» REQUIRED WORK
Look through the entries below for the string "roads", and copy each line where it is found.

» INFORMATION SHOWN
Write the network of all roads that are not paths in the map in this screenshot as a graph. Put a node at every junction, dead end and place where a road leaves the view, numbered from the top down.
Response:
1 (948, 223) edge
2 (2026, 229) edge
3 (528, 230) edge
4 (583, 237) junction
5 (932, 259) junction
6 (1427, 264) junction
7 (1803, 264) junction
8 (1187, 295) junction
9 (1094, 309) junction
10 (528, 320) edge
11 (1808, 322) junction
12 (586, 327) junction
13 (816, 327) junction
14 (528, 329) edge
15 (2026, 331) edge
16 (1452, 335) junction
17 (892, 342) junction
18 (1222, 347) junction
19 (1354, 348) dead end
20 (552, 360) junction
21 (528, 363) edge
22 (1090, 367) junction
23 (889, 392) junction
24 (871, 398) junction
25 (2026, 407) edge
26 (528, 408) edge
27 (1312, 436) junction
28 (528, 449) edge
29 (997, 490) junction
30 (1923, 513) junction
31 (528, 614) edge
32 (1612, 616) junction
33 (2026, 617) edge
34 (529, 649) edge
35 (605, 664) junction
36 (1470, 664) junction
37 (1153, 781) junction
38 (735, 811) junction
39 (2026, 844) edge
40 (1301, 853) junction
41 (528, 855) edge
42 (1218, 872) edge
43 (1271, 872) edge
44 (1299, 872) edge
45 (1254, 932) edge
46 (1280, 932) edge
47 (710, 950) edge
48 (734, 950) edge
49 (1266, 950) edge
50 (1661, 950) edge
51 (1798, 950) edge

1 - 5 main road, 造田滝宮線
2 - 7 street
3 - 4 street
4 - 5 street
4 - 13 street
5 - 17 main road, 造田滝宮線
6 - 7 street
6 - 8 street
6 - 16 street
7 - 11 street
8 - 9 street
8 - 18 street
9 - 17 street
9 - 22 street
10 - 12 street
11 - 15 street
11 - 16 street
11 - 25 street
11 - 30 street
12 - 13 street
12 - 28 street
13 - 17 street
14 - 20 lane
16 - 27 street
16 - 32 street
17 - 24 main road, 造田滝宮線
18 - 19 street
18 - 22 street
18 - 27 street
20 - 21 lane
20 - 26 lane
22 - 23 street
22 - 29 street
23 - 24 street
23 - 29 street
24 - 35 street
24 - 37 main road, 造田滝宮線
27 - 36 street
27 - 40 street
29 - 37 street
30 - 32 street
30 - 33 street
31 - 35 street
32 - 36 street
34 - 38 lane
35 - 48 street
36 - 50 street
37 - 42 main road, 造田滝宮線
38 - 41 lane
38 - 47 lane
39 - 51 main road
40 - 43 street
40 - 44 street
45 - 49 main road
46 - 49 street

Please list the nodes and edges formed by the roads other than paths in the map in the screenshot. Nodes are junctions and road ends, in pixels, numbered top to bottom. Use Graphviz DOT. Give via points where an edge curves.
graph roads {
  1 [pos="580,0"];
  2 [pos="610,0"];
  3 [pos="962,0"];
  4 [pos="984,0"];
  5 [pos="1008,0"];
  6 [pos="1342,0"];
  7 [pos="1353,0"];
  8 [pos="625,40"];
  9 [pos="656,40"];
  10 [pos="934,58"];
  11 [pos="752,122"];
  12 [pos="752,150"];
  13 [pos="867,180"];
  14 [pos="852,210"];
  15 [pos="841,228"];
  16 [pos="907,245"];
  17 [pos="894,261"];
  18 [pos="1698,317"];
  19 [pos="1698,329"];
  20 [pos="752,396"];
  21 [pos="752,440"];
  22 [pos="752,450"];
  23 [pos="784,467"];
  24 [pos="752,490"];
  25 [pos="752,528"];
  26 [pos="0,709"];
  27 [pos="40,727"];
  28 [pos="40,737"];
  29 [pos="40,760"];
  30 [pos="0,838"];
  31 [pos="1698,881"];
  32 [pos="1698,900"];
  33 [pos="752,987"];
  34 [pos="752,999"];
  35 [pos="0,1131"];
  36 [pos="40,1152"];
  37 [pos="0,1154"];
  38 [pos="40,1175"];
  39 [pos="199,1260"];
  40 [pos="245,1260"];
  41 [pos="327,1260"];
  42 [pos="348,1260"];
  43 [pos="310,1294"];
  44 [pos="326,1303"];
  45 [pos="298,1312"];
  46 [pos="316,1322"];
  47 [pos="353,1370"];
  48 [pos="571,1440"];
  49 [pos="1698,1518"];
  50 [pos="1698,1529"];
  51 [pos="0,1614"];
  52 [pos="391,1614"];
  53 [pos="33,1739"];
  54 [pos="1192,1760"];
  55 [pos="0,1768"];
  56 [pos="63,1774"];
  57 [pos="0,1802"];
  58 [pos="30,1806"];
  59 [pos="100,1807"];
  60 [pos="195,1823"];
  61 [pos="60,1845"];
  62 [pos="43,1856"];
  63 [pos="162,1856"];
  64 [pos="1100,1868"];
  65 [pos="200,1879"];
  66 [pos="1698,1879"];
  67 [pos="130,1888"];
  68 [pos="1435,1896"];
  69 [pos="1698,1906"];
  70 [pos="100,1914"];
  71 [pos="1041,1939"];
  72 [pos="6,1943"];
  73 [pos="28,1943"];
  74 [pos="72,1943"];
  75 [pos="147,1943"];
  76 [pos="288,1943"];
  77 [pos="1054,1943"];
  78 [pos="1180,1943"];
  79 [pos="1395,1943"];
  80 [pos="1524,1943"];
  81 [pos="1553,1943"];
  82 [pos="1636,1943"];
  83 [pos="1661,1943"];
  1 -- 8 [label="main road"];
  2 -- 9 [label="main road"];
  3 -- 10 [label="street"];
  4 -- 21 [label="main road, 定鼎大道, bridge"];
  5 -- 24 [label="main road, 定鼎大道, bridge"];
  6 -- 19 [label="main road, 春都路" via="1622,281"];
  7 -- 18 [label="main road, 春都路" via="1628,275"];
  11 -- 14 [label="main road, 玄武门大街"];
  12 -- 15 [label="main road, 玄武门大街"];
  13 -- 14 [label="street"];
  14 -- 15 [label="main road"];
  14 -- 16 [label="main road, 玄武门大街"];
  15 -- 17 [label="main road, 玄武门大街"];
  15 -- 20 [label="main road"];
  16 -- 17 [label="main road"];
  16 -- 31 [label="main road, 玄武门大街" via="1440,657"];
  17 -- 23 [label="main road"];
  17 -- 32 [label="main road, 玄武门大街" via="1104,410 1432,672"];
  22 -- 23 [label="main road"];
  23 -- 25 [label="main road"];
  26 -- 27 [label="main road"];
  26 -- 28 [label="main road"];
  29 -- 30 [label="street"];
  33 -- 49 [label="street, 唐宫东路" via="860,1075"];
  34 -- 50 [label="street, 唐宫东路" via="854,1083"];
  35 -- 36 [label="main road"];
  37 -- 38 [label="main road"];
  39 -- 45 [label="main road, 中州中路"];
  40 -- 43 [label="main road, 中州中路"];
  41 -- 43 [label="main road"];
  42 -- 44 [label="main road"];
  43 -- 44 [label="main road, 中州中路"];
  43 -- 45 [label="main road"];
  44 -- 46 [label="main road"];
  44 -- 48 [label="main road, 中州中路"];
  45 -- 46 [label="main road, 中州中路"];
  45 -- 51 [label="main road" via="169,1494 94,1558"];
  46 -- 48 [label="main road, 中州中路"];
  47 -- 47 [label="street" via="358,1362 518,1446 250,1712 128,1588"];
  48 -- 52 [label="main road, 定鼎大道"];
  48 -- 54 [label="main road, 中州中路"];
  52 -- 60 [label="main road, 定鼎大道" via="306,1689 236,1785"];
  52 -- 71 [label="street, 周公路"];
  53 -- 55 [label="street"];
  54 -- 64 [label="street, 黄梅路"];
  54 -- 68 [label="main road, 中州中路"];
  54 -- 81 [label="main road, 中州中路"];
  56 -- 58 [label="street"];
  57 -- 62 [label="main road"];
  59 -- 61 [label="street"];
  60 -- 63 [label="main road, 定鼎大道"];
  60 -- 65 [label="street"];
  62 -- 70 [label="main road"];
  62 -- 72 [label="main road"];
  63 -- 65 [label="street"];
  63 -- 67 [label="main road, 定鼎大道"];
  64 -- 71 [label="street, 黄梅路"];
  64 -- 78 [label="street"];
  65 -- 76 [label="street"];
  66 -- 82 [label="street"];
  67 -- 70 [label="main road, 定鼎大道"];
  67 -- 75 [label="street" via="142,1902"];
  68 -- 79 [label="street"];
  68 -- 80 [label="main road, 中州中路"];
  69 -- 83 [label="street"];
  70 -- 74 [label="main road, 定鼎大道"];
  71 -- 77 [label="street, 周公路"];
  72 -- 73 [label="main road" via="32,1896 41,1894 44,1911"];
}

» ANSWER TO THE PROBLEM
Write the network of all roads that are not paths in the map in this screenshot as a graph. Put a node at every junction, dead end and place where a road leaves the view, numbered from the top down.
Please list the nodes and edges formed by the roads other than paths in the map in the screenshot. Nodes are junctions and road ends, in pixels, numbered top to bottom. Use Graphviz DOT. Give via points where an edge curves.
graph roads {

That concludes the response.